Juste avant l’explosion et comprenant l’échec de sa création, Goldar tenta d’atteindre sa machine temporelle en se jetant dessus de toutes ses forces, tendant ses deux bras… Or il chuta repoussé par l’énergie et ripa plusieurs boutons ! Venant de dérégler sa propre machine, le résultat de l’expérience s’avéra encore plus chaotique qu’avant ! Non seulement, en ouvrant une valve, les particules contenues dans la machine temporelle s’emplirent enfin de suffisamment d’énergie pour réagir mais de plus, elles fusionnèrent avec le nuage de Néant qui les absorba tous deux lors de l’explosion. L’énergie fut emportée par le souffle et tout organisme pris dans la tourmente et hébergeant Spirès fut littéralement dématérialisé par l’onde de choc ! « Vivant », ce qui inclut tout autant le non-né Baalest encore palpitant dans le ventre inerte de sa mère. Seules les personnes trop proches ou trop éloignées du rayon d’explosion subsistèrent sans mourir : Selphir et Goldar, mais pas seulement. Le futur enfant eut peut-être le moins enviable des sorts : survivre à l’explosion, heureusement & malheureusement couvert par l’utérus de sa défunte mère.

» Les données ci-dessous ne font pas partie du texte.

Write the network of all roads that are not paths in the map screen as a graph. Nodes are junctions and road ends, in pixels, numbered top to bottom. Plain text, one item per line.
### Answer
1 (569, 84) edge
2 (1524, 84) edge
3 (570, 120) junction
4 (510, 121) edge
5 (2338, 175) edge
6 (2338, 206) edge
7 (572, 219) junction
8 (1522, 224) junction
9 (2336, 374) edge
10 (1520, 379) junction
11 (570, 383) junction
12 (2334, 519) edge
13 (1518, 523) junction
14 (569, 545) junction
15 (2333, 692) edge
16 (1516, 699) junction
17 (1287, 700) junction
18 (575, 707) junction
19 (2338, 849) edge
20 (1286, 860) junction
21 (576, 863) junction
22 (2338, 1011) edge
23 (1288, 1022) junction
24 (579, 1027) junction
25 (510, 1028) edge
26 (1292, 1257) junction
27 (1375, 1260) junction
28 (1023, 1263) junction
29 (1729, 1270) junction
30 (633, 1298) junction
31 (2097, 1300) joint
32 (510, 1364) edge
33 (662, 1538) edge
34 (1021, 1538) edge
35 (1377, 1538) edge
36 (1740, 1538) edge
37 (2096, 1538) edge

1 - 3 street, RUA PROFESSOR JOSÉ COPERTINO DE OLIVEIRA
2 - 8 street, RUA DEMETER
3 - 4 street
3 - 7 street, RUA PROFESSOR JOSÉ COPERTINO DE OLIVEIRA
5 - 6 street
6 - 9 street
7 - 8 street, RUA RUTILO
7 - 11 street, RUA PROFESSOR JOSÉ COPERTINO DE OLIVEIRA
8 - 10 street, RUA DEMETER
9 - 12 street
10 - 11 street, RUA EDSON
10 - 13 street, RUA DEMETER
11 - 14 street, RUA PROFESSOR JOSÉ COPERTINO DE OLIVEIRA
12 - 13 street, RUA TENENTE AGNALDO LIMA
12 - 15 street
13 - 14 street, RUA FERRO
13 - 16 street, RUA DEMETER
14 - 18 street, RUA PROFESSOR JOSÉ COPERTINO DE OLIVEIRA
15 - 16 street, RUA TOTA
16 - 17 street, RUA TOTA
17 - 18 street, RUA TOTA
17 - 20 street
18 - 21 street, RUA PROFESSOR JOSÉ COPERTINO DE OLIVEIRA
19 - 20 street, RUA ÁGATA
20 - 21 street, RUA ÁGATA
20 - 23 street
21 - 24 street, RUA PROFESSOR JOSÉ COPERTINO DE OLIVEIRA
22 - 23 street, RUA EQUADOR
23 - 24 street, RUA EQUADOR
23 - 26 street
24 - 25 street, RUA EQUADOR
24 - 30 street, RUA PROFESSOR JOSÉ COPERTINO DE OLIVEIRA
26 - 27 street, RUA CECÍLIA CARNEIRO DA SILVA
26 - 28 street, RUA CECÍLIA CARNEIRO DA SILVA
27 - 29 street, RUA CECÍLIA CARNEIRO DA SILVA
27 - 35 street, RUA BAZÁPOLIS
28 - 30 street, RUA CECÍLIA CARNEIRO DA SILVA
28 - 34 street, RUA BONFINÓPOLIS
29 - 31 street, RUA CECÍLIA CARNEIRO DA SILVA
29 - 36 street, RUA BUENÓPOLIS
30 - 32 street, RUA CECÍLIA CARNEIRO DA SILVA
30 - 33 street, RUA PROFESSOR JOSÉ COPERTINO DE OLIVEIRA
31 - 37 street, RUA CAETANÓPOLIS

La machine ayant aléatoirement été réglée au 23 Zuphiron 2362 – 23.02.2362 – par Goldar, soit 150 ans dans le futur, ce fut là-bas qu’ils furent envoyés. Baalest ne possédant aucune immunité contre quoi que ce soit à son « âge » fut davantage irradié qu’eux. On ne sut pas précisément ce qu’il se passa pour lui : que devint-il ? Où et quand fut-il envoyé ? Il était en tout cas fort probable que cet évènement l’avait changé par la force toute-puissante des Magies. Peut-être que son corps fut modifié par le terrible Néant ? Dans tous les cas imaginables, ce choc avait eu beaucoup de chance de lui heurter l’esprit, de le rendre amnésique, voire aliéné. Pire ! Venait-il peut-être de disparaître à tout jamais dans le voyage temporel ?

Il m’aurait été essentiel en ma qualité de narrateur de comprendre ce qui se déroula entre les années 2212 et 2362 mais hélas ! les indices restent encore introuvables. Je comprendrai mieux en vous racontant la suite.